There’s one word that describes this Pumpkin bread and it’s this: Moist.

I know. That word. I really don’t like it either, but it describes this bread perfectly. It is moist. It’s also cinnamon-y, has a similar texture to that of my Lemon Poppy Cake and is just down right yummy.

Hi, I’m Jackie, Founder of Jackie Cooks and Drinks, and a BIG believer that cooking, creating and entertaining should be FUN.

Shopping List

  • 1 cup almond flour

  • 1 cup of spelt flour

  • 1 tsp pumpkin pie spice

  • 1/2 tsp ground cinnamon

  • 1 tsp baking soda

  • 1/2 tsp fine sea salt

  • 1 cup of pumpkin puree

  • 1/2 cup of greek yogurt
  • 2 large brown eggs
  • 1/2 cup cane sugar
  • 1/2 cup brown sugar or coconut palm sugar

Method

Preheat oven to 350 degrees.

In a small bowl, whisk all the dry ingredients (flours, spices, salt, baking powder + soda).
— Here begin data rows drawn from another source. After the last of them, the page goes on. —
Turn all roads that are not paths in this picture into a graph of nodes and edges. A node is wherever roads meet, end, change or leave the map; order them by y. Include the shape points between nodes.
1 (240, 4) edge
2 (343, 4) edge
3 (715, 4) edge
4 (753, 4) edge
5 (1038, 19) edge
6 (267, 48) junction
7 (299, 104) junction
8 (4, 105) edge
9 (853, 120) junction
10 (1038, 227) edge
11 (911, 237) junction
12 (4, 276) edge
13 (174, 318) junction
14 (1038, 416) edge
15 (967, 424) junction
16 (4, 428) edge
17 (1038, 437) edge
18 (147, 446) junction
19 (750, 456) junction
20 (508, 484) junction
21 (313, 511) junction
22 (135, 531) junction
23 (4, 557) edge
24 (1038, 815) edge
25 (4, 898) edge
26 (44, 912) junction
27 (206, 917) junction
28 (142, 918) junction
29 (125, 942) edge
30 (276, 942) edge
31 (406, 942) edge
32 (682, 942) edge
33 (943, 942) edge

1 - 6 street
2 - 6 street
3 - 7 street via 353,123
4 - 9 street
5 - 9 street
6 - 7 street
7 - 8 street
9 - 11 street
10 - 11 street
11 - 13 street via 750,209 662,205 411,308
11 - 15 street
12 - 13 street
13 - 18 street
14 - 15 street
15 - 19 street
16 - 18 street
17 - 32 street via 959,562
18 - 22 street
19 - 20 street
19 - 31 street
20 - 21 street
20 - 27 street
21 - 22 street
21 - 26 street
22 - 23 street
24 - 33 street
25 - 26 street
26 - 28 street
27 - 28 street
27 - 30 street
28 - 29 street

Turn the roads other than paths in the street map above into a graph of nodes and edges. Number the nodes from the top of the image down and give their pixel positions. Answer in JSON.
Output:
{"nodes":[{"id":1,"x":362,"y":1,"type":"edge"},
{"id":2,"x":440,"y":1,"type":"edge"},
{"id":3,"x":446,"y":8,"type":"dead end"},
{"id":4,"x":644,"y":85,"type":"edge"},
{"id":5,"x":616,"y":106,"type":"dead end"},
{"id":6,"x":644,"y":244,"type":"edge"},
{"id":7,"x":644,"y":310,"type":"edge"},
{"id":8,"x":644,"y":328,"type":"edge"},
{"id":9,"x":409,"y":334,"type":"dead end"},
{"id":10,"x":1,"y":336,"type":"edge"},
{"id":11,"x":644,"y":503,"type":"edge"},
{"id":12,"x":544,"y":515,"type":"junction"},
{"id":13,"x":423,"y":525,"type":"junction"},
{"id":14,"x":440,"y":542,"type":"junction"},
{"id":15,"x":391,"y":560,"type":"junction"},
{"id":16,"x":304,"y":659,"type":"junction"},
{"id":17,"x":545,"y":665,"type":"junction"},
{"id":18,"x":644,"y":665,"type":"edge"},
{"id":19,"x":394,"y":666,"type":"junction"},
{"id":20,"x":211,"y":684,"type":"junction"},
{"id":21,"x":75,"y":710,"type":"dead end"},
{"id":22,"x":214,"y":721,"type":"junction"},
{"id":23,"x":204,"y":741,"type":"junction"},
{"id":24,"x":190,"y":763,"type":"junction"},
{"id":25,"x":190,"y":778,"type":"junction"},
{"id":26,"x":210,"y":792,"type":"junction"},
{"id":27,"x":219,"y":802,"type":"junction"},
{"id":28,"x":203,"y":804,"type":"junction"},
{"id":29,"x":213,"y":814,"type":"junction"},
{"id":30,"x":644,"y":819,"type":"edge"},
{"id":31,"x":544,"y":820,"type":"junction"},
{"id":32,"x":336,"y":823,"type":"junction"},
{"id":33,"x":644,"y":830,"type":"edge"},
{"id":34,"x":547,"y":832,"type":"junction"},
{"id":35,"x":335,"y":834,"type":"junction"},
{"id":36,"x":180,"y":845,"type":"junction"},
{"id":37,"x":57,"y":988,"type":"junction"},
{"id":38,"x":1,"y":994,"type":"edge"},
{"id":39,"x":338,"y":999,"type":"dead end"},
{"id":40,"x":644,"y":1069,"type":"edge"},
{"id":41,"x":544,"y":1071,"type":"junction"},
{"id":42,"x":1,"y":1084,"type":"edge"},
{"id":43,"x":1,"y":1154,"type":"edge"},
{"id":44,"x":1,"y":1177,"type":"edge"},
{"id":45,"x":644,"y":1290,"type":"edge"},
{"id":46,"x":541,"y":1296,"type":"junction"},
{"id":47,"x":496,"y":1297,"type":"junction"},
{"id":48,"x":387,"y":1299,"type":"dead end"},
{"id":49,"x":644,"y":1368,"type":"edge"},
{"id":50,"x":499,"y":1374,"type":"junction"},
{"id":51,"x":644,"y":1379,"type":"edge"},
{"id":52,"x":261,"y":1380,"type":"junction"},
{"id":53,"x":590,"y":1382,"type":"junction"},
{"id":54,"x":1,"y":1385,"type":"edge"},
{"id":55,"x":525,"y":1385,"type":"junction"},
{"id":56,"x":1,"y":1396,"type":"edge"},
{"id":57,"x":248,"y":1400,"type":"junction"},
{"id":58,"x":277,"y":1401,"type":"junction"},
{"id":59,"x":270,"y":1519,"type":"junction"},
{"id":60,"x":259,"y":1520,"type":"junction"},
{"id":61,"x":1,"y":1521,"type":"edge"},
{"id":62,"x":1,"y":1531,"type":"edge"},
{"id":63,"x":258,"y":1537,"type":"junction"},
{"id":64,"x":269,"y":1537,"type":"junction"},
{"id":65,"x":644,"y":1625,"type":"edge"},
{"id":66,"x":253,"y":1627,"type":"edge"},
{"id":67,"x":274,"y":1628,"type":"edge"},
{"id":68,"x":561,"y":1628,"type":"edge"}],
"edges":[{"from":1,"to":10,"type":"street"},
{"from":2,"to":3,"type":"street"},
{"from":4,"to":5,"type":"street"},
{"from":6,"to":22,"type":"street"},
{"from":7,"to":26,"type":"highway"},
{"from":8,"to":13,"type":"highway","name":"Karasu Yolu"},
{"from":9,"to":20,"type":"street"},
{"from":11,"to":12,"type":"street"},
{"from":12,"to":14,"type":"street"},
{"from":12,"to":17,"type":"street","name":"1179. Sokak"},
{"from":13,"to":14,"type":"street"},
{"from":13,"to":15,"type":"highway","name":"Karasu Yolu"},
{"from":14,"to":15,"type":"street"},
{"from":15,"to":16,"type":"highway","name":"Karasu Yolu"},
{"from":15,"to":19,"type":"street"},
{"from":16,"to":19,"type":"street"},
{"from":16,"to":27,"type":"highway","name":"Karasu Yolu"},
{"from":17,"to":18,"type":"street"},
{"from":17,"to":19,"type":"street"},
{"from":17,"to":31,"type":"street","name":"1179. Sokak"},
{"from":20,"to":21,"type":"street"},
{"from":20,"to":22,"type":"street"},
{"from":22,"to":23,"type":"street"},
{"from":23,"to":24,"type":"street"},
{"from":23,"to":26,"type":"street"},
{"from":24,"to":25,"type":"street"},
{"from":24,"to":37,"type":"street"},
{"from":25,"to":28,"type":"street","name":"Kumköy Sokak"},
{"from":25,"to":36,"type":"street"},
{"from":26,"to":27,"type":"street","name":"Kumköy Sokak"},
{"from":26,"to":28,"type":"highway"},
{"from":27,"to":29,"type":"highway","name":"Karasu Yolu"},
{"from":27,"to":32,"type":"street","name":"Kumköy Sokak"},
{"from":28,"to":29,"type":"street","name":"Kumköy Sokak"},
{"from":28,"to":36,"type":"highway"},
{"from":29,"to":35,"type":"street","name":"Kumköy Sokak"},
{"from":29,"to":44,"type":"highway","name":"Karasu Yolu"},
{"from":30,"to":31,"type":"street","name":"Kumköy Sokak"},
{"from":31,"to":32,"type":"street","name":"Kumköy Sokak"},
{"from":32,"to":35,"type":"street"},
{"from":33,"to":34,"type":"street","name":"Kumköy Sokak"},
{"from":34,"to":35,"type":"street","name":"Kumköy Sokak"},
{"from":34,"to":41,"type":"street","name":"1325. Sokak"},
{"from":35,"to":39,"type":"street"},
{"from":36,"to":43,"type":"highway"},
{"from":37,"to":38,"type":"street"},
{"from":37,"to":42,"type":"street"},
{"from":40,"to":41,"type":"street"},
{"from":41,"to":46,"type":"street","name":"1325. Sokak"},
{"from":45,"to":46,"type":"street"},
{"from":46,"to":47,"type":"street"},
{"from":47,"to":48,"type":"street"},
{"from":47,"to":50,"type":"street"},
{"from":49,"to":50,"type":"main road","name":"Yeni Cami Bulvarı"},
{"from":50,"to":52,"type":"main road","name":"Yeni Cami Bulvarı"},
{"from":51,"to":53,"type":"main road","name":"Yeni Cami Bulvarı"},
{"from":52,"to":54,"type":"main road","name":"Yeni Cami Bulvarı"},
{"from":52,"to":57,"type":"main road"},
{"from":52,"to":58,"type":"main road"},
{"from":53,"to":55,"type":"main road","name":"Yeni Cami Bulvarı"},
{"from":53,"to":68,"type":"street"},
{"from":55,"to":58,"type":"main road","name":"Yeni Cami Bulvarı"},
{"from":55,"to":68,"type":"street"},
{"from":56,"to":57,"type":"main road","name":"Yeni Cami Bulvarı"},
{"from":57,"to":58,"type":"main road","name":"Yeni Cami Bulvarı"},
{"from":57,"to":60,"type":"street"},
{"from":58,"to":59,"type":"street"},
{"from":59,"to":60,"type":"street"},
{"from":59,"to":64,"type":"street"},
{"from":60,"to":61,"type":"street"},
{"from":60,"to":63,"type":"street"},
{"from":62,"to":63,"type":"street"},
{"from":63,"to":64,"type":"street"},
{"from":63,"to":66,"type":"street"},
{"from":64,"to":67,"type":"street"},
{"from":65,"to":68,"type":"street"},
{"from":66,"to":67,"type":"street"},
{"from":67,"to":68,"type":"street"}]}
In another bowl, mix together the wet ingredients- pumpkin, yogurt, eggs as well as the sugars.

Pour in the dry ingredients to the wet ingredients. 

Grease a 8×4 loaf pan with non stick spray (I like to use the Pam spray with flour) and bake in your preheated oven for 45-55 minutes, until a toothpick comes out clean.

Store wrapped on the counter for 3-5 days or in the fridge for longer!